▸ ACTION ITEM: When a line of the material has the word "Genova" in it, copy that line.

▸ SUPPLIED DATA:
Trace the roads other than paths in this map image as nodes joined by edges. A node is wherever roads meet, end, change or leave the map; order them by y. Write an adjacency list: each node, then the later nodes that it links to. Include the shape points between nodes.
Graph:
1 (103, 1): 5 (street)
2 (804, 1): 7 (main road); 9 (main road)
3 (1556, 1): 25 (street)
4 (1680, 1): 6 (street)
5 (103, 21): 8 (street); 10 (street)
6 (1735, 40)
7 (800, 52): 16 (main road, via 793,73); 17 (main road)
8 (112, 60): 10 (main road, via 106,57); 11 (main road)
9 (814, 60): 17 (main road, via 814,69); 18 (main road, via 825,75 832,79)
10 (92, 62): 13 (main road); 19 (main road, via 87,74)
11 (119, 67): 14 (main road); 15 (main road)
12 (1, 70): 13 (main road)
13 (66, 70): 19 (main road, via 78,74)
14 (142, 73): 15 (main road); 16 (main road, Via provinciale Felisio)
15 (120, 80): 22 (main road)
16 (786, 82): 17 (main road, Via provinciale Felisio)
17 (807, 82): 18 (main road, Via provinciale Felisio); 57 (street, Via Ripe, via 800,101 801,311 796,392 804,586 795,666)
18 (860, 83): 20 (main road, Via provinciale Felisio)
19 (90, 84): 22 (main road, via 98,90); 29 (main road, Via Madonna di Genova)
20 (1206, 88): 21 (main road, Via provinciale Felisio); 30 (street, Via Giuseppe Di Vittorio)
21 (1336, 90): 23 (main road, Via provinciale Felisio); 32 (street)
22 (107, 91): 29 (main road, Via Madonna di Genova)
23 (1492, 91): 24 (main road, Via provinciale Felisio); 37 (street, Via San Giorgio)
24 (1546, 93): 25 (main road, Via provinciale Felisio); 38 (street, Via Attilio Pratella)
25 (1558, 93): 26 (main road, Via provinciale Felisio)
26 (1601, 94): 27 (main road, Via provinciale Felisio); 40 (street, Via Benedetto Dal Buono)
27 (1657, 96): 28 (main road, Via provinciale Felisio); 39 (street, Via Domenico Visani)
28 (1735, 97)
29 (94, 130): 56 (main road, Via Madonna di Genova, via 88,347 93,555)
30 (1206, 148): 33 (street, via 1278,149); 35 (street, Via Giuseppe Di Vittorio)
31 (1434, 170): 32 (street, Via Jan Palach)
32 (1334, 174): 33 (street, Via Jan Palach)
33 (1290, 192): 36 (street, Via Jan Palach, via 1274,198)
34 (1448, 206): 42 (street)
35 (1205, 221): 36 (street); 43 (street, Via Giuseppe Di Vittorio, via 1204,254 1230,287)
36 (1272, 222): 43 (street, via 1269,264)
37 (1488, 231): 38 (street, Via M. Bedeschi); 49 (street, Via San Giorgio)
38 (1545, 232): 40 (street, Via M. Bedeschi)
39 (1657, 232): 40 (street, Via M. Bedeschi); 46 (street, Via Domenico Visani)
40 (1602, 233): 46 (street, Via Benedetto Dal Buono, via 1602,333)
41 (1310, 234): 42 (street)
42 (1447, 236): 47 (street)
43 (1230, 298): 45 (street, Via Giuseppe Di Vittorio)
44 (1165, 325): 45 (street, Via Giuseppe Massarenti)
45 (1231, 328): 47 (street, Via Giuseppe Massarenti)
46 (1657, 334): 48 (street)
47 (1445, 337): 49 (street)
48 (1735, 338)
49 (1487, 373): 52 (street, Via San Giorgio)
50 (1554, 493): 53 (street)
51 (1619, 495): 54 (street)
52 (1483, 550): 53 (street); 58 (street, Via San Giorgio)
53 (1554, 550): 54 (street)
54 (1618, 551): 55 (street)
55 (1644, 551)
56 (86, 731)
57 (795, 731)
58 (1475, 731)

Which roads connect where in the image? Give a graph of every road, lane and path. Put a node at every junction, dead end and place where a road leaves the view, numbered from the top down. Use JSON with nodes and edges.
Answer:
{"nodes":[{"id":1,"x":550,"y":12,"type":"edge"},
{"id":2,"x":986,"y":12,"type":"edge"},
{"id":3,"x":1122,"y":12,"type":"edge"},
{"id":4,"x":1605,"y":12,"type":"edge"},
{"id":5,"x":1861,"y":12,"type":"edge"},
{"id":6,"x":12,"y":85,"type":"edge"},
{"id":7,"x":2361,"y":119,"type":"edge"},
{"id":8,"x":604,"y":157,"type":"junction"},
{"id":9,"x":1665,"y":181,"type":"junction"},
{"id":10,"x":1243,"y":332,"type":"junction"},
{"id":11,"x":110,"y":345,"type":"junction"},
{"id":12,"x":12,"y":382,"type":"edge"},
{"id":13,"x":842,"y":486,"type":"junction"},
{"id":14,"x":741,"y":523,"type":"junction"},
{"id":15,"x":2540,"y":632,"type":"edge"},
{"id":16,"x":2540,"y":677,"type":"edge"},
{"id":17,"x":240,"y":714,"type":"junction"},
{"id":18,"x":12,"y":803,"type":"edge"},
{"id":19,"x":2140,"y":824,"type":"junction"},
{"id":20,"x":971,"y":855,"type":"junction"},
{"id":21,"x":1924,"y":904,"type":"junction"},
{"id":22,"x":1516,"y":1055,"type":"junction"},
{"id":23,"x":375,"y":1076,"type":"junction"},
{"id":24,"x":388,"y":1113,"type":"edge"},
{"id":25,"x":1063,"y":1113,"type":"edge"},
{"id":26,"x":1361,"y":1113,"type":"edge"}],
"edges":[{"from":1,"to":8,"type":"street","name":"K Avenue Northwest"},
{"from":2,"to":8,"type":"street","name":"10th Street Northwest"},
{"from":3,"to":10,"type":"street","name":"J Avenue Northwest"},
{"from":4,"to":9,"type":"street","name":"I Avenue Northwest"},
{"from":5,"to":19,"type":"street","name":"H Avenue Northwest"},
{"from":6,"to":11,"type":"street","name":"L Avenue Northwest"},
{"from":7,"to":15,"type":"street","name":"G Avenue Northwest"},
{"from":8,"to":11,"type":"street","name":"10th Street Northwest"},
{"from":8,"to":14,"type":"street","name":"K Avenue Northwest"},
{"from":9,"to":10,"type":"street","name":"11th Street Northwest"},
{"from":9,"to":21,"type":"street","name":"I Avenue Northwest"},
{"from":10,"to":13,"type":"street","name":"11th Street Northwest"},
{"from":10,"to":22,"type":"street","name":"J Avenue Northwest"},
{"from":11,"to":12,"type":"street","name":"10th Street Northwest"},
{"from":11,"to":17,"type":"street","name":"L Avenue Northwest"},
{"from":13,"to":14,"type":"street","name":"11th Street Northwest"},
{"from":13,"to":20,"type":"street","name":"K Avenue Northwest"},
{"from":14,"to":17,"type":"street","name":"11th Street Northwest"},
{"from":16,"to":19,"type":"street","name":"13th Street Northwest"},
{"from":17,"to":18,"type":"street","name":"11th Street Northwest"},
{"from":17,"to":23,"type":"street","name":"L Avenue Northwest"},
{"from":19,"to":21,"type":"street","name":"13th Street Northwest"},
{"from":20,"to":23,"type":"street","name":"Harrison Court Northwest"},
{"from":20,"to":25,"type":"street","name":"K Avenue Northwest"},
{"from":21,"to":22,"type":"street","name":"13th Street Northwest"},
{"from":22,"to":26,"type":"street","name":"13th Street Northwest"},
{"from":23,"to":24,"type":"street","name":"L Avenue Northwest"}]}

▸ SOLUTION BELOW:
19 (90, 84): 22 (main road, via 98,90); 29 (main road, Via Madonna di Genova)
22 (107, 91): 29 (main road, Via Madonna di Genova)
29 (94, 130): 56 (main road, Via Madonna di Genova, via 88,347 93,555)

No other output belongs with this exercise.